True crime writer Ellison Oswalt (Ethan Hawke) arrives in a small town with his wife (Juliet Rylance) and two kids -- Trevor (Michael Hall D'Addario) and Ashley (Clare Foley) -- in tow, preparing to work on his latest book. He's writing about a family of four that was murdered, hung simultaneously from a tree, after which the youngest daughter disappeared. Unfortunately, Ellison has chosen to move into the murder house itself, where he finds a box of Super 8 films that depict the actual murder, as well as several others. As he pieces the puzzle together, strange and terrifying things begin to happen. Ellison's life becomes a race to finish the book before he and his family become too deeply involved in a deadly situation.
Writer/director Scott Derrickson has a touch for using old horror movie tools to create new scares, and he also incorporates several interesting themes into SINISTER. Even if some of his attempts don't quite work some of the time, he still gets credit for trying. To start, he's created an interesting character in Ellison, who's struggling between recapturing his former glory and keeping his family safe, pulled helplessly in two directions at once. And Hawke -- wearing a funny, puffy "grandpa" sweater and shoes -- emphasizes a fascinating clash between courage and weakness in his performance.

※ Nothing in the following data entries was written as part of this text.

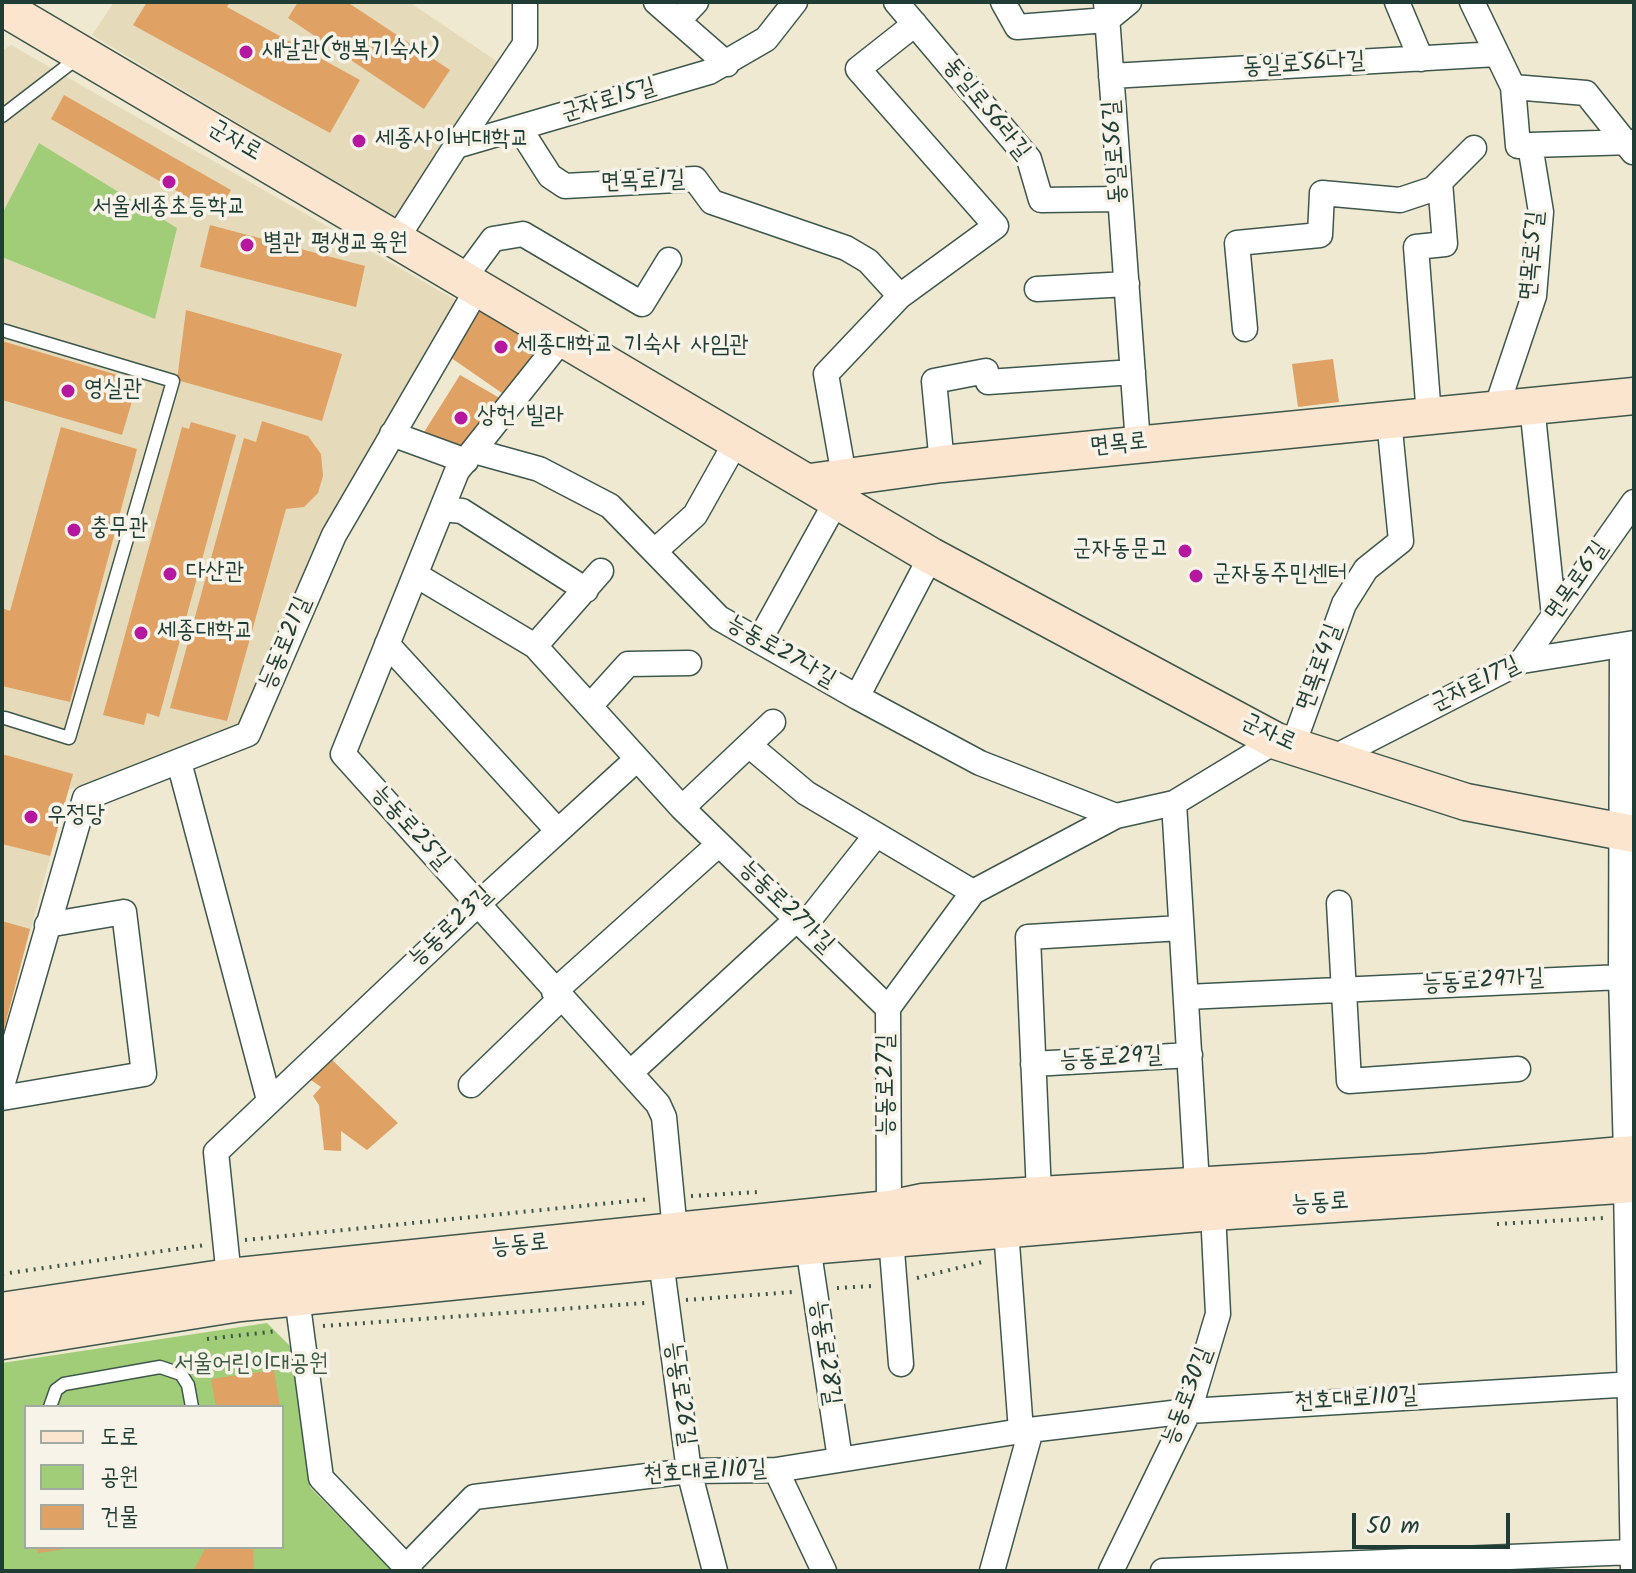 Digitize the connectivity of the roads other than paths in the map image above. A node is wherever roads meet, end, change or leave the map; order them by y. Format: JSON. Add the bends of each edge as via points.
{"nodes":[{"id":1,"x":525,"y":2,"type":"edge"},
{"id":2,"x":656,"y":2,"type":"edge"},
{"id":3,"x":696,"y":2,"type":"edge"},
{"id":4,"x":795,"y":2,"type":"edge"},
{"id":5,"x":896,"y":2,"type":"edge"},
{"id":6,"x":1003,"y":2,"type":"edge"},
{"id":7,"x":1129,"y":2,"type":"edge"},
{"id":8,"x":1397,"y":2,"type":"edge"},
{"id":9,"x":1472,"y":2,"type":"edge"},
{"id":10,"x":1107,"y":11,"type":"edge"},
{"id":11,"x":6,"y":19,"type":"edge"},
{"id":12,"x":678,"y":21,"type":"junction"},
{"id":13,"x":915,"y":24,"type":"junction"},
{"id":14,"x":82,"y":54,"type":"junction"},
{"id":15,"x":1497,"y":54,"type":"junction"},
{"id":16,"x":1421,"y":59,"type":"junction"},
{"id":17,"x":727,"y":64,"type":"junction"},
{"id":18,"x":1111,"y":76,"type":"junction"},
{"id":19,"x":1513,"y":87,"type":"junction"},
{"id":20,"x":2,"y":116,"type":"edge"},
{"id":21,"x":520,"y":129,"type":"junction"},
{"id":22,"x":1633,"y":144,"type":"edge"},
{"id":23,"x":456,"y":146,"type":"junction"},
{"id":24,"x":1524,"y":146,"type":"junction"},
{"id":25,"x":1474,"y":148,"type":"dead end"},
{"id":26,"x":1440,"y":182,"type":"junction"},
{"id":27,"x":1120,"y":199,"type":"junction"},
{"id":28,"x":397,"y":238,"type":"junction"},
{"id":29,"x":669,"y":260,"type":"dead end"},
{"id":30,"x":472,"y":282,"type":"junction"},
{"id":31,"x":1127,"y":284,"type":"junction"},
{"id":32,"x":1037,"y":289,"type":"dead end"},
{"id":33,"x":900,"y":296,"type":"junction"},
{"id":34,"x":1245,"y":329,"type":"dead end"},
{"id":35,"x":2,"y":330,"type":"edge"},
{"id":36,"x":563,"y":338,"type":"junction"},
{"id":37,"x":1133,"y":372,"type":"junction"},
{"id":38,"x":1634,"y":396,"type":"edge"},
{"id":39,"x":1532,"y":406,"type":"junction"},
{"id":40,"x":1496,"y":409,"type":"junction"},
{"id":41,"x":1429,"y":416,"type":"junction"},
{"id":42,"x":1389,"y":420,"type":"junction"},
{"id":43,"x":392,"y":434,"type":"junction"},
{"id":44,"x":736,"y":442,"type":"junction"},
{"id":45,"x":1138,"y":444,"type":"junction"},
{"id":46,"x":470,"y":456,"type":"junction"},
{"id":47,"x":942,"y":464,"type":"junction"},
{"id":48,"x":830,"y":486,"type":"junction"},
{"id":49,"x":1634,"y":502,"type":"edge"},
{"id":50,"x":442,"y":509,"type":"junction"},
{"id":51,"x":656,"y":550,"type":"junction"},
{"id":52,"x":931,"y":556,"type":"junction"},
{"id":53,"x":416,"y":575,"type":"junction"},
{"id":54,"x":1554,"y":616,"type":"junction"},
{"id":55,"x":759,"y":641,"type":"junction"},
{"id":56,"x":387,"y":644,"type":"junction"},
{"id":57,"x":1628,"y":644,"type":"edge"},
{"id":58,"x":535,"y":646,"type":"junction"},
{"id":59,"x":1522,"y":661,"type":"junction"},
{"id":60,"x":689,"y":663,"type":"dead end"},
{"id":61,"x":1628,"y":695,"type":"edge"},
{"id":62,"x":857,"y":697,"type":"junction"},
{"id":63,"x":590,"y":706,"type":"junction"},
{"id":64,"x":5,"y":718,"type":"dead end"},
{"id":65,"x":773,"y":722,"type":"dead end"},
{"id":66,"x":1284,"y":744,"type":"junction"},
{"id":67,"x":750,"y":746,"type":"junction"},
{"id":68,"x":637,"y":759,"type":"junction"},
{"id":69,"x":1329,"y":760,"type":"junction"},
{"id":70,"x":179,"y":762,"type":"junction"},
{"id":71,"x":1174,"y":803,"type":"junction"},
{"id":72,"x":682,"y":808,"type":"junction"},
{"id":73,"x":1116,"y":816,"type":"junction"},
{"id":74,"x":558,"y":831,"type":"junction"},
{"id":75,"x":1628,"y":833,"type":"edge"},
{"id":76,"x":876,"y":835,"type":"junction"},
{"id":77,"x":719,"y":844,"type":"junction"},
{"id":78,"x":973,"y":892,"type":"junction"},
{"id":79,"x":1339,"y":903,"type":"dead end"},
{"id":80,"x":477,"y":905,"type":"junction"},
{"id":81,"x":801,"y":922,"type":"junction"},
{"id":82,"x":47,"y":925,"type":"junction"},
{"id":83,"x":1181,"y":928,"type":"junction"},
{"id":84,"x":1621,"y":977,"type":"junction"},
{"id":85,"x":1344,"y":990,"type":"junction"},
{"id":86,"x":557,"y":995,"type":"junction"},
{"id":87,"x":1186,"y":997,"type":"junction"},
{"id":88,"x":888,"y":1008,"type":"junction"},
{"id":89,"x":1190,"y":1055,"type":"junction"},
{"id":90,"x":1033,"y":1064,"type":"junction"},
{"id":91,"x":1518,"y":1069,"type":"dead end"},
{"id":92,"x":630,"y":1073,"type":"junction"},
{"id":93,"x":471,"y":1085,"type":"dead end"},
{"id":94,"x":2,"y":1086,"type":"edge"},
{"id":95,"x":2,"y":1098,"type":"edge"},
{"id":96,"x":269,"y":1100,"type":"junction"},
{"id":97,"x":1630,"y":1169,"type":"edge"},
{"id":98,"x":1039,"y":1194,"type":"junction"},
{"id":99,"x":1205,"y":1198,"type":"junction"},
{"id":100,"x":890,"y":1224,"type":"junction"},
{"id":101,"x":1006,"y":1230,"type":"junction"},
{"id":102,"x":668,"y":1246,"type":"junction"},
{"id":103,"x":808,"y":1246,"type":"junction"},
{"id":104,"x":229,"y":1277,"type":"junction"},
{"id":105,"x":295,"y":1284,"type":"junction"},
{"id":106,"x":2,"y":1311,"type":"edge"},
{"id":107,"x":2,"y":1341,"type":"edge"},
{"id":108,"x":901,"y":1364,"type":"dead end"},
{"id":109,"x":1632,"y":1384,"type":"edge"},
{"id":110,"x":50,"y":1405,"type":"edge"},
{"id":111,"x":192,"y":1405,"type":"edge"},
{"id":112,"x":1189,"y":1411,"type":"junction"},
{"id":113,"x":1026,"y":1430,"type":"junction"},
{"id":114,"x":840,"y":1459,"type":"junction"},
{"id":115,"x":776,"y":1470,"type":"junction"},
{"id":116,"x":689,"y":1471,"type":"junction"},
{"id":117,"x":1633,"y":1552,"type":"edge"},
{"id":118,"x":995,"y":1562,"type":"edge"},
{"id":119,"x":408,"y":1569,"type":"edge"},
{"id":120,"x":819,"y":1569,"type":"edge"},
{"id":121,"x":1215,"y":1570,"type":"edge"},
{"id":122,"x":715,"y":1571,"type":"edge"},
{"id":123,"x":1111,"y":1571,"type":"edge"},
{"id":124,"x":1163,"y":1571,"type":"edge"},
{"id":125,"x":1633,"y":1571,"type":"edge"}],
"edges":[{"from":1,"to":23,"type":"street","via":[[525,44]]},
{"from":2,"to":12,"type":"street"},
{"from":3,"to":12,"type":"street"},
{"from":4,"to":17,"type":"street","name":"군자로15길","via":[[766,39]]},
{"from":5,"to":13,"type":"street","name":"동일로56라길"},
{"from":6,"to":10,"type":"street","via":[[1017,27]]},
{"from":7,"to":10,"type":"street"},
{"from":8,"to":16,"type":"street"},
{"from":9,"to":15,"type":"street","name":"면목로5길"},
{"from":10,"to":18,"type":"street","name":"동일로56길"},
{"from":11,"to":14,"type":"street","name":"군자로"},
{"from":12,"to":17,"type":"street"},
{"from":13,"to":27,"type":"street","name":"동일로56라길","via":[[1029,159],[1041,200]]},
{"from":13,"to":33,"type":"street","via":[[858,69],[996,226]]},
{"from":14,"to":20,"type":"lane"},
{"from":14,"to":28,"type":"street","name":"군자로"},
{"from":15,"to":16,"type":"street","name":"동일로56나길"},
{"from":15,"to":19,"type":"street","name":"면목로5길"},
{"from":16,"to":18,"type":"street","name":"동일로56나길"},
{"from":17,"to":21,"type":"street","name":"군자로15길"},
{"from":18,"to":27,"type":"street","name":"동일로56길"},
{"from":19,"to":22,"type":"street","via":[[1586,93]]},
{"from":19,"to":24,"type":"street","name":"면목로5길"},
{"from":21,"to":23,"type":"street","name":"군자로15길"},
{"from":21,"to":33,"type":"street","name":"면목로1길","via":[[550,176],[565,186],[695,179],[712,202],[846,248],[868,261]]},
{"from":22,"to":24,"type":"street"},
{"from":23,"to":28,"type":"street"},
{"from":24,"to":40,"type":"street","name":"면목로5길","via":[[1541,212],[1534,296]]},
{"from":25,"to":26,"type":"street"},
{"from":26,"to":34,"type":"street","via":[[1400,200],[1322,193],[1320,235],[1237,243]]},
{"from":26,"to":41,"type":"street","via":[[1445,244],[1416,247]]},
{"from":27,"to":31,"type":"street","name":"동일로56길"},
{"from":28,"to":30,"type":"street","name":"군자로"},
{"from":29,"to":30,"type":"street","via":[[642,304],[523,234],[493,239]]},
{"from":30,"to":36,"type":"street","name":"군자로"},
{"from":30,"to":43,"type":"street","name":"능동로21길"},
{"from":31,"to":32,"type":"street"},
{"from":31,"to":37,"type":"street","name":"동일로56길"},
{"from":33,"to":48,"type":"street","via":[[826,374]]},
{"from":35,"to":64,"type":"lane","via":[[173,381],[69,738]]},
{"from":36,"to":44,"type":"street","name":"군자로"},
{"from":36,"to":46,"type":"street","name":"능동로25길"},
{"from":37,"to":45,"type":"street","name":"동일로56길"},
{"from":37,"to":47,"type":"street","via":[[988,382],[986,371],[934,381]]},
{"from":38,"to":39,"type":"street","name":"면목로"},
{"from":39,"to":40,"type":"street","name":"면목로"},
{"from":39,"to":54,"type":"street"},
{"from":40,"to":41,"type":"street","name":"면목로"},
{"from":41,"to":42,"type":"street","name":"면목로"},
{"from":42,"to":45,"type":"street","name":"면목로"},
{"from":42,"to":66,"type":"street","name":"면목로4길","via":[[1401,541],[1366,569],[1344,604]]},
{"from":43,"to":46,"type":"street","name":"능동로27나길"},
{"from":43,"to":70,"type":"street","name":"능동로21길","via":[[334,535],[248,734]]},
{"from":44,"to":48,"type":"street","name":"군자로"},
{"from":44,"to":51,"type":"street","via":[[695,515]]},
{"from":45,"to":47,"type":"street","name":"면목로"},
{"from":46,"to":50,"type":"street","name":"능동로25길","via":[[457,471]]},
{"from":46,"to":51,"type":"street","name":"능동로27나길","via":[[539,469],[610,506]]},
{"from":47,"to":48,"type":"street","name":"면목로"},
{"from":48,"to":52,"type":"street","name":"군자로"},
{"from":48,"to":55,"type":"street"},
{"from":49,"to":54,"type":"street","name":"면목로6길"},
{"from":50,"to":53,"type":"street","name":"능동로25길"},
{"from":50,"to":58,"type":"street","via":[[462,511],[593,580]]},
{"from":51,"to":55,"type":"street","name":"능동로27나길","via":[[719,618]]},
{"from":52,"to":62,"type":"street"},
{"from":52,"to":66,"type":"street","name":"군자로"},
{"from":53,"to":56,"type":"street","name":"능동로25길"},
{"from":53,"to":58,"type":"street","name":"능동로27가길"},
{"from":54,"to":59,"type":"street","name":"면목로6길"},
{"from":55,"to":62,"type":"street","name":"능동로27나길"},
{"from":56,"to":74,"type":"street"},
{"from":56,"to":80,"type":"street","name":"능동로25길","via":[[343,754]]},
{"from":57,"to":59,"type":"street","name":"군자로17길"},
{"from":57,"to":61,"type":"street"},
{"from":58,"to":63,"type":"street","name":"능동로27가길"},
{"from":59,"to":69,"type":"street","name":"군자로17길"},
{"from":60,"to":63,"type":"street","via":[[628,664]]},
{"from":61,"to":75,"type":"street"},
{"from":62,"to":73,"type":"street","name":"능동로27나길","via":[[980,763]]},
{"from":63,"to":68,"type":"street","name":"능동로27가길"},
{"from":65,"to":67,"type":"street"},
{"from":66,"to":69,"type":"street","name":"군자로"},
{"from":66,"to":71,"type":"street","name":"능동로27길"},
{"from":67,"to":72,"type":"street"},
{"from":67,"to":76,"type":"street","via":[[806,793]]},
{"from":68,"to":72,"type":"street","name":"능동로27가길"},
{"from":68,"to":74,"type":"street","name":"능동로23길"},
{"from":69,"to":75,"type":"street","name":"군자로","via":[[1466,802]]},
{"from":70,"to":82,"type":"street","name":"능동로21길","via":[[85,798]]},
{"from":70,"to":96,"type":"street"},
{"from":71,"to":73,"type":"street","name":"능동로27길"},
{"from":71,"to":83,"type":"street","name":"능동로29길"},
{"from":72,"to":77,"type":"street","name":"능동로27가길"},
{"from":73,"to":78,"type":"street","name":"능동로27길"},
{"from":74,"to":80,"type":"street","name":"능동로23길"},
{"from":75,"to":84,"type":"street"},
{"from":76,"to":78,"type":"street"},
{"from":76,"to":81,"type":"street"},
{"from":77,"to":81,"type":"street","name":"능동로27가길"},
{"from":77,"to":86,"type":"street"},
{"from":78,"to":88,"type":"street","name":"능동로27길"},
{"from":79,"to":85,"type":"street"},
{"from":80,"to":86,"type":"street","name":"능동로25길"},
{"from":80,"to":96,"type":"street","name":"능동로23길"},
{"from":81,"to":88,"type":"street","name":"능동로27가길"},
{"from":81,"to":92,"type":"street"},
{"from":82,"to":94,"type":"street","name":"능동로21길"},
{"from":82,"to":95,"type":"street","via":[[124,912],[144,1074]]},
{"from":83,"to":87,"type":"street","name":"능동로29길"},
{"from":83,"to":90,"type":"street","via":[[1028,937]]},
{"from":84,"to":85,"type":"street","name":"능동로29가길"},
{"from":84,"to":97,"type":"street"},
{"from":85,"to":87,"type":"street","name":"능동로29가길"},
{"from":85,"to":91,"type":"street","via":[[1349,1081]]},
{"from":86,"to":92,"type":"street","name":"능동로25길"},
{"from":86,"to":93,"type":"street"},
{"from":87,"to":89,"type":"street","name":"능동로29길"},
{"from":88,"to":100,"type":"street","name":"능동로27길"},
{"from":89,"to":90,"type":"street","name":"능동로29길"},
{"from":89,"to":99,"type":"street","name":"능동로29길"},
{"from":90,"to":98,"type":"street"},
{"from":92,"to":102,"type":"street","name":"능동로25길","via":[[664,1117]]},
{"from":96,"to":104,"type":"street","name":"능동로23길","via":[[216,1152]]},
{"from":97,"to":99,"type":"street","name":"능동로","via":[[1428,1172]]},
{"from":97,"to":109,"type":"street"},
{"from":98,"to":99,"type":"street","name":"능동로"},
{"from":98,"to":100,"type":"street","name":"능동로","via":[[922,1202]]},
{"from":99,"to":101,"type":"street","name":"능동로"},
{"from":99,"to":112,"type":"street","name":"능동로30길","via":[[1218,1314]]},
{"from":100,"to":101,"type":"street","name":"능동로"},
{"from":100,"to":102,"type":"street","name":"능동로"},
{"from":100,"to":103,"type":"street","name":"능동로"},
{"from":100,"to":108,"type":"street"},
{"from":101,"to":113,"type":"street"},
{"from":102,"to":103,"type":"street","name":"능동로"},
{"from":102,"to":105,"type":"street","name":"능동로"},
{"from":102,"to":116,"type":"street","name":"능동로26길"},
{"from":103,"to":114,"type":"street","name":"능동로28길"},
{"from":104,"to":105,"type":"street","name":"능동로"},
{"from":104,"to":106,"type":"street","name":"능동로"},
{"from":105,"to":107,"type":"street","name":"능동로","via":[[188,1311]]},
{"from":105,"to":119,"type":"street","via":[[321,1478]]},
{"from":109,"to":112,"type":"street","name":"천호대로110길"},
{"from":109,"to":117,"type":"street"},
{"from":110,"to":111,"type":"lane","via":[[64,1384],[160,1367],[181,1374]]},
{"from":112,"to":113,"type":"street","name":"천호대로110길"},
{"from":112,"to":123,"type":"street","name":"능동로30길"},
{"from":113,"to":114,"type":"street","name":"천호대로110길"},
{"from":113,"to":118,"type":"street"},
{"from":114,"to":115,"type":"street","name":"천호대로110길"},
{"from":115,"to":116,"type":"street","name":"천호대로110길"},
{"from":115,"to":120,"type":"street"},
{"from":116,"to":119,"type":"street","name":"천호대로110길","via":[[474,1497]]},
{"from":116,"to":122,"type":"street","name":"능동로26길"},
{"from":117,"to":121,"type":"street"},
{"from":117,"to":125,"type":"street"},
{"from":121,"to":124,"type":"street"}]}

Derrickson does pack too many concepts into his story, mixing the supernatural with the mysterious, and it doesn't quite come together; the themes become jumbled up by the final payoff. But the movie has some terrifying, startling moments, mainly thanks to a crafty, strangely prickly music score by Christopher Young. Sinister won't hold up to scrutiny, but it's worth a look for horror fans.